The results of our cytological experiments showed that the administration of SS-1 at concentrations that do not affect the survival of macrophages, could significantly regulate the expression of genes associated with the LPS-induced inflammatory response and the synthesis of pro-inflammatory substances. SS-1 exhibits good anti-inflammatory capabilities and improves the inflammatory situation of macrophages by inhibiting the activation of the NF-κB signal transduction pathway and the phosphorylation of MAPK. The oral administration of SS-1 at 20, 50, and 100 mg/kg for five consecutive days prior to induction with LPS was found to reduce the wet/dry weight ratio of lung tissue and the total cell count and protein concentration in BALF. We propose that the reason for this effect is that SS-1 can alleviate the pulmonary microvascular and alveolar cell injuries by reducing the pro-inflammatory mediators, thereby altering the pulmonary microvascular permeability. In addition, it may also down-regulate MPO activity in the lung tissue.

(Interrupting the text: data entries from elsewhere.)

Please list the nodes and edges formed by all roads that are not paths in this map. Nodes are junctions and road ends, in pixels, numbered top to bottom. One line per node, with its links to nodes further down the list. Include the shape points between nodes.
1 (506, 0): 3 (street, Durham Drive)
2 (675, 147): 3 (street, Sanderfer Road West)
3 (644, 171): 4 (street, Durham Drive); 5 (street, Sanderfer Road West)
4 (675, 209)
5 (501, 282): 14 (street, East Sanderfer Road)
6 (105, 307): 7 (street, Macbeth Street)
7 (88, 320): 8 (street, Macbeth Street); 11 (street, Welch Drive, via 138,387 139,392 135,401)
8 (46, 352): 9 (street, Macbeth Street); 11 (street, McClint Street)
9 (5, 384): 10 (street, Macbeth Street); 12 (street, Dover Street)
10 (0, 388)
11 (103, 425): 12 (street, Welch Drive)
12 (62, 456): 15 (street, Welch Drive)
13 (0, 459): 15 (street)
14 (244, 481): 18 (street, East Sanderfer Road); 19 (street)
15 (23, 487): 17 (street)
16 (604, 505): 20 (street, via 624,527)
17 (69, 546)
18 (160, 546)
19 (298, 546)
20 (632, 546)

The binding of LPS to TLR4 alters the physiological roles of cells by promoting cell survival or activating signal transduction pathways related to the inflammatory response. Previous studies have shown that LPS causes Akt phosphorylation via PI3K and the phosphorylated Akt promotes the activation of NF-κB via IKK [32,33]. Other studies have pointed out that mTOR participates in the regulation of cell survival and the immune response. mTOR is found downstream of the PI3K/Akt signal transduction, Akt phosphorylates mTOR, and the phosphorylated mTOR interacts with IKK to cause the activation of NF-κB. mTOR plays an important role in the LPS-induced inflammatory response, and the inhibition of mTOR reduces the phosphorylation of NF-κB and the expression of pro-inflammatory cytokines in the neutrophils [8,9,10,11,33]. Our experimental results show that the administration of SS-1 prior to induction with LPS can downregulate the signal transduction pathways triggered by the immune response in ALI tissues. Regulation of TLR4 and PI3K protein activation indirectly affects the phosphorylation of Akt, mTOR, and IKK proteins; inhibits the activation and nuclear translocation of NF-κB; and reduces the protein phosphorylation of the MAPK pathway, thereby down-regulating the release of pro-inflammatory cytokines and inflammatory substances from cells to alleviate the injury of lung tissues. In addition, we also found that the administration of SS-1 prior to induction could reduce the concentrations of TNF-α, IL-1β, and IL-6 in BALF due to LPS-induced ALI, as well as increased cytokine synthesis inhibitory factor IL-10 concentration, thus alleviating the lung tissue injury.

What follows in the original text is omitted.